§ 63. Sir JOHN RANDLES
asked the Home Secretary whether, following his letter of August last, he has seen his way to advise a reduction in the fees charged on the naturalization of aliens, with a 524 view to making the qualification for naturalisation a question of character and conduct, rather than ability to pay a high fee?
§ Mr. McKENNA
I would refer the hon. Member to the answer which I gave to the hon. Member for Mid-Lanark on 17th July last. I agree with the hon. Member that character and conduct are two of the leading considerations in determining the eligibility of an applicant for naturalisation, and the investigations in these cases are directed chiefly to these points; but I am unable, as my predecessors have been unable, to find in these facts any ground for thinking that the present fee ought to be reduced.
§ Sir J. RANDLES
Is the right hon. Gentleman aware that his predecessor, the present First Lord of the Admiralty, was understood by a large proportion of the electorate to make a promise in 1908 which would have had the effect suggested in my question?
§ Sir W. BYLES
Is the right hon. Gentleman aware, and if so, will he give it effect, that his predecessor, Lord Gladstone, gave almost a pledge to a large and important deputation from Manchester and Salford, that the naturalisation fees should be reduced?

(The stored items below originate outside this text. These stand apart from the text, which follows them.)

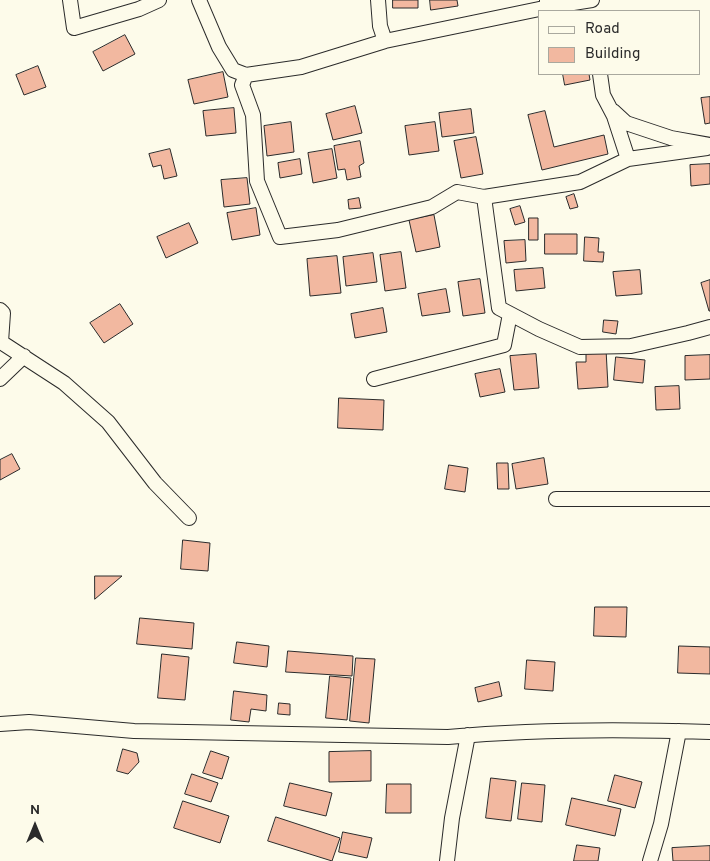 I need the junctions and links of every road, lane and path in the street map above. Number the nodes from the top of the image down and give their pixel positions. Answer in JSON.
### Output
{"nodes":[{"id":1,"x":70,"y":0,"type":"edge"},
{"id":2,"x":159,"y":0,"type":"edge"},
{"id":3,"x":199,"y":0,"type":"edge"},
{"id":4,"x":378,"y":0,"type":"edge"},
{"id":5,"x":550,"y":3,"type":"edge"},
{"id":6,"x":590,"y":4,"type":"edge"},
{"id":7,"x":385,"y":41,"type":"junction"},
{"id":8,"x":246,"y":75,"type":"junction"},
{"id":9,"x":600,"y":75,"type":"edge"},
{"id":10,"x":610,"y":109,"type":"junction"},
{"id":11,"x":710,"y":146,"type":"edge"},
{"id":12,"x":628,"y":159,"type":"junction"},
{"id":13,"x":484,"y":197,"type":"junction"},
{"id":14,"x":0,"y":310,"type":"edge"},
{"id":15,"x":510,"y":314,"type":"junction"},
{"id":16,"x":710,"y":327,"type":"edge"},
{"id":17,"x":24,"y":356,"type":"junction"},
{"id":18,"x":0,"y":379,"type":"edge"},
{"id":19,"x":374,"y":379,"type":"dead end"},
{"id":20,"x":556,"y":499,"type":"dead end"},
{"id":21,"x":710,"y":499,"type":"edge"},
{"id":22,"x":189,"y":518,"type":"dead end"},
{"id":23,"x":0,"y":724,"type":"edge"},
{"id":24,"x":679,"y":731,"type":"junction"},
{"id":25,"x":710,"y":732,"type":"edge"},
{"id":26,"x":468,"y":735,"type":"junction"},
{"id":27,"x":447,"y":861,"type":"edge"},
{"id":28,"x":650,"y":861,"type":"edge"}],
"edges":[{"from":1,"to":2,"type":"street"},
{"from":3,"to":8,"type":"street"},
{"from":4,"to":7,"type":"street"},
{"from":5,"to":6,"type":"street"},
{"from":5,"to":7,"type":"street"},
{"from":7,"to":8,"type":"street"},
{"from":8,"to":13,"type":"street"},
{"from":9,"to":10,"type":"street"},
{"from":10,"to":11,"type":"street"},
{"from":10,"to":12,"type":"street"},
{"from":11,"to":12,"type":"street"},
{"from":12,"to":13,"type":"street"},
{"from":13,"to":15,"type":"street"},
{"from":14,"to":17,"type":"street"},
{"from":15,"to":16,"type":"street"},
{"from":15,"to":19,"type":"street"},
{"from":17,"to":18,"type":"street"},
{"from":17,"to":22,"type":"street"},
{"from":20,"to":21,"type":"street"},
{"from":23,"to":26,"type":"street"},
{"from":24,"to":25,"type":"street"},
{"from":24,"to":26,"type":"street"},
{"from":24,"to":28,"type":"street"},
{"from":26,"to":27,"type":"street"}]}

Is he also aware that there is now a very large population of Jews in Manchester and Salford, many of them poor men, who would become British subjects but for the prohibitory nature of the naturalisation fees?
§ Mr. McKENNA
I am not aware of any pledge of the kind referred to. As regards the cost, I would remind the hon. Member that if the fees were reduced to any material extent, the cost of naturalisation would exceed the amount charged.